RECORDS TO USE Block Start
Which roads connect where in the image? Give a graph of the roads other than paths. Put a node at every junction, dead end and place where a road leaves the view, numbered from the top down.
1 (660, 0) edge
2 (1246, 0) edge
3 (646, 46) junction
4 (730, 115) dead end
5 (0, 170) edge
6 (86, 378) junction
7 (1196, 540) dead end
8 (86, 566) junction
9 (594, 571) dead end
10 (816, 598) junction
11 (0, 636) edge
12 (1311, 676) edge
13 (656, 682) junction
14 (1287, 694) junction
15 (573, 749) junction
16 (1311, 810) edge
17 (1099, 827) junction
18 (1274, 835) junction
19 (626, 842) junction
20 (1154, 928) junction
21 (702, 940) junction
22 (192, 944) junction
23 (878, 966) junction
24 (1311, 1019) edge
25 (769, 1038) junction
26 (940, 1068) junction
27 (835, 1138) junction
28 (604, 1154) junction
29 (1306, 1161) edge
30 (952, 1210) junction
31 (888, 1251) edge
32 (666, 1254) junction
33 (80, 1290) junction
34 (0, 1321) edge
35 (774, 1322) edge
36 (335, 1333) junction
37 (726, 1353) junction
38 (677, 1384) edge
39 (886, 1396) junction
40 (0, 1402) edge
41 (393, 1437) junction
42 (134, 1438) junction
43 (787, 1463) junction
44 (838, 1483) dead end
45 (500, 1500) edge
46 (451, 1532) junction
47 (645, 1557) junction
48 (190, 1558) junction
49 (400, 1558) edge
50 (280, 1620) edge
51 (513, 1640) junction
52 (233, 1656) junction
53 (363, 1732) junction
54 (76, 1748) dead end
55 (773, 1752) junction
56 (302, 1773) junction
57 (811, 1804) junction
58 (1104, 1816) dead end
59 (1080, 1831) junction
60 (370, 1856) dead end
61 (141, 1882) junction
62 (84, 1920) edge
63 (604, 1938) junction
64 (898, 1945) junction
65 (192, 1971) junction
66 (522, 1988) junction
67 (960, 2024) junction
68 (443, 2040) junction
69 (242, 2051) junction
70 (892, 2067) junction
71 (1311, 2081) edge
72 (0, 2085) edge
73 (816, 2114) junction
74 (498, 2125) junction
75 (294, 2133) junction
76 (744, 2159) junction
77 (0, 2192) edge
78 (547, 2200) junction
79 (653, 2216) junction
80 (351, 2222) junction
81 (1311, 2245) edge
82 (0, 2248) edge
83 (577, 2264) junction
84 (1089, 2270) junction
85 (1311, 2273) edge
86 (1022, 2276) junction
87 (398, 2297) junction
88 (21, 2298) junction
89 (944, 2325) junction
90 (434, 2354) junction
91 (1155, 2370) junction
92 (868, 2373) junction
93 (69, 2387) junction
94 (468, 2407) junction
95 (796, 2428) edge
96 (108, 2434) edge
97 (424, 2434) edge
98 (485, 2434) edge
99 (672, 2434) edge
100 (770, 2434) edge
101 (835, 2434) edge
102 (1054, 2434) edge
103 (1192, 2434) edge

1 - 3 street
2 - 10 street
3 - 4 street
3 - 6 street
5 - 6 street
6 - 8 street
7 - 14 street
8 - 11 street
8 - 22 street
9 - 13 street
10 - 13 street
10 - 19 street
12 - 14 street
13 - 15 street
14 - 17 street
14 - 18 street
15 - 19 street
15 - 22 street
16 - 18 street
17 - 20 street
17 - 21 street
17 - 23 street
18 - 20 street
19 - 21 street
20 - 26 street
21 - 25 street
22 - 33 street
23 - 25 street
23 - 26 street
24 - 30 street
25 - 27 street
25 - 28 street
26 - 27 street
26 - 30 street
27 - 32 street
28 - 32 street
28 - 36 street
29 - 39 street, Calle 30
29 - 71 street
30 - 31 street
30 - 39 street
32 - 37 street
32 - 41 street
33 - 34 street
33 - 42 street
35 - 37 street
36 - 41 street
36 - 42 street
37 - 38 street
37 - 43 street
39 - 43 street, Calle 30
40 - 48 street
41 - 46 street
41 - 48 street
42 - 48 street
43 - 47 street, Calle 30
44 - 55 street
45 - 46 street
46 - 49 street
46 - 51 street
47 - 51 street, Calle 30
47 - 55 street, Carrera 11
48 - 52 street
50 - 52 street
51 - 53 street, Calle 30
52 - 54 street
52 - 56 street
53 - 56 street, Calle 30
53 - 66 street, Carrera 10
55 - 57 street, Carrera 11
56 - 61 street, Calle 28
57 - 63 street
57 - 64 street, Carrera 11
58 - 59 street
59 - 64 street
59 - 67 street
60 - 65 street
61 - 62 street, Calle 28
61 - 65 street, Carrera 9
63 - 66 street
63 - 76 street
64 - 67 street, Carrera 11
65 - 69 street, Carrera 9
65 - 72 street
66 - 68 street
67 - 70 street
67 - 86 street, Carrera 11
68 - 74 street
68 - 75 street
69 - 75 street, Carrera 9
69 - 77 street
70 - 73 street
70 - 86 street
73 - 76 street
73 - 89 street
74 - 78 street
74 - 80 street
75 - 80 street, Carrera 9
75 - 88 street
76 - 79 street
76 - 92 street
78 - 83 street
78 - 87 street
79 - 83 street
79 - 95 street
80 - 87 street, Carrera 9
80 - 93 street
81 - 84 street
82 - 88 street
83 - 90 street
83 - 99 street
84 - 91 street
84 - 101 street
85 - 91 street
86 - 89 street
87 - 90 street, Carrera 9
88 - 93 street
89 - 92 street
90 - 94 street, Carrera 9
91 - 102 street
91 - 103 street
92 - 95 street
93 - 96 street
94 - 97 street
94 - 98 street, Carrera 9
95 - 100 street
RECORDS TO USE Block End
- WORK REQUEST
What you give back must match the records word for word.

- WRITTEN REPLY
Which roads connect where in the image? Give a graph of the roads other than paths. Put a node at every junction, dead end and place where a road leaves the view, numbered from the top down.
1 (660, 0) edge
2 (1246, 0) edge
3 (646, 46) junction
4 (730, 115) dead end
5 (0, 170) edge
6 (86, 378) junction
7 (1196, 540) dead end
8 (86, 566) junction
9 (594, 571) dead end
10 (816, 598) junction
11 (0, 636) edge
12 (1311, 676) edge
13 (656, 682) junction
14 (1287, 694) junction
15 (573, 749) junction
16 (1311, 810) edge
17 (1099, 827) junction
18 (1274, 835) junction
19 (626, 842) junction
20 (1154, 928) junction
21 (702, 940) junction
22 (192, 944) junction
23 (878, 966) junction
24 (1311, 1019) edge
25 (769, 1038) junction
26 (940, 1068) junction
27 (835, 1138) junction
28 (604, 1154) junction
29 (1306, 1161) edge
30 (952, 1210) junction
31 (888, 1251) edge
32 (666, 1254) junction
33 (80, 1290) junction
34 (0, 1321) edge
35 (774, 1322) edge
36 (335, 1333) junction
37 (726, 1353) junction
38 (677, 1384) edge
39 (886, 1396) junction
40 (0, 1402) edge
41 (393, 1437) junction
42 (134, 1438) junction
43 (787, 1463) junction
44 (838, 1483) dead end
45 (500, 1500) edge
46 (451, 1532) junction
47 (645, 1557) junction
48 (190, 1558) junction
49 (400, 1558) edge
50 (280, 1620) edge
51 (513, 1640) junction
52 (233, 1656) junction
53 (363, 1732) junction
54 (76, 1748) dead end
55 (773, 1752) junction
56 (302, 1773) junction
57 (811, 1804) junction
58 (1104, 1816) dead end
59 (1080, 1831) junction
60 (370, 1856) dead end
61 (141, 1882) junction
62 (84, 1920) edge
63 (604, 1938) junction
64 (898, 1945) junction
65 (192, 1971) junction
66 (522, 1988) junction
67 (960, 2024) junction
68 (443, 2040) junction
69 (242, 2051) junction
70 (892, 2067) junction
71 (1311, 2081) edge
72 (0, 2085) edge
73 (816, 2114) junction
74 (498, 2125) junction
75 (294, 2133) junction
76 (744, 2159) junction
77 (0, 2192) edge
78 (547, 2200) junction
79 (653, 2216) junction
80 (351, 2222) junction
81 (1311, 2245) edge
82 (0, 2248) edge
83 (577, 2264) junction
84 (1089, 2270) junction
85 (1311, 2273) edge
86 (1022, 2276) junction
87 (398, 2297) junction
88 (21, 2298) junction
89 (944, 2325) junction
90 (434, 2354) junction
91 (1155, 2370) junction
92 (868, 2373) junction
93 (69, 2387) junction
94 (468, 2407) junction
95 (796, 2428) edge
96 (108, 2434) edge
97 (424, 2434) edge
98 (485, 2434) edge
99 (672, 2434) edge
100 (770, 2434) edge
101 (835, 2434) edge
102 (1054, 2434) edge
103 (1192, 2434) edge

1 - 3 street
2 - 10 street
3 - 4 street
3 - 6 street
5 - 6 street
6 - 8 street
7 - 14 street
8 - 11 street
8 - 22 street
9 - 13 street
10 - 13 street
10 - 19 street
12 - 14 street
13 - 15 street
14 - 17 street
14 - 18 street
15 - 19 street
15 - 22 street
16 - 18 street
17 - 20 street
17 - 21 street
17 - 23 street
18 - 20 street
19 - 21 street
20 - 26 street
21 - 25 street
22 - 33 street
23 - 25 street
23 - 26 street
24 - 30 street
25 - 27 street
25 - 28 street
26 - 27 street
26 - 30 street
27 - 32 street
28 - 32 street
28 - 36 street
29 - 39 street, Calle 30
29 - 71 street
30 - 31 street
30 - 39 street
32 - 37 street
32 - 41 street
33 - 34 street
33 - 42 street
35 - 37 street
36 - 41 street
36 - 42 street
37 - 38 street
37 - 43 street
39 - 43 street, Calle 30
40 - 48 street
41 - 46 street
41 - 48 street
42 - 48 street
43 - 47 street, Calle 30
44 - 55 street
45 - 46 street
46 - 49 street
46 - 51 street
47 - 51 street, Calle 30
47 - 55 street, Carrera 11
48 - 52 street
50 - 52 street
51 - 53 street, Calle 30
52 - 54 street
52 - 56 street
53 - 56 street, Calle 30
53 - 66 street, Carrera 10
55 - 57 street, Carrera 11
56 - 61 street, Calle 28
57 - 63 street
57 - 64 street, Carrera 11
58 - 59 street
59 - 64 street
59 - 67 street
60 - 65 street
61 - 62 street, Calle 28
61 - 65 street, Carrera 9
63 - 66 street
63 - 76 street
64 - 67 street, Carrera 11
65 - 69 street, Carrera 9
65 - 72 street
66 - 68 street
67 - 70 street
67 - 86 street, Carrera 11
68 - 74 street
68 - 75 street
69 - 75 street, Carrera 9
69 - 77 street
70 - 73 street
70 - 86 street
73 - 76 street
73 - 89 street
74 - 78 street
74 - 80 street
75 - 80 street, Carrera 9
75 - 88 street
76 - 79 street
76 - 92 street
78 - 83 street
78 - 87 street
79 - 83 street
79 - 95 street
80 - 87 street, Carrera 9
80 - 93 street
81 - 84 street
82 - 88 street
83 - 90 street
83 - 99 street
84 - 91 street
84 - 101 street
85 - 91 street
86 - 89 street
87 - 90 street, Carrera 9
88 - 93 street
89 - 92 street
90 - 94 street, Carrera 9
91 - 102 street
91 - 103 street
92 - 95 street
93 - 96 street
94 - 97 street
94 - 98 street, Carrera 9
95 - 100 street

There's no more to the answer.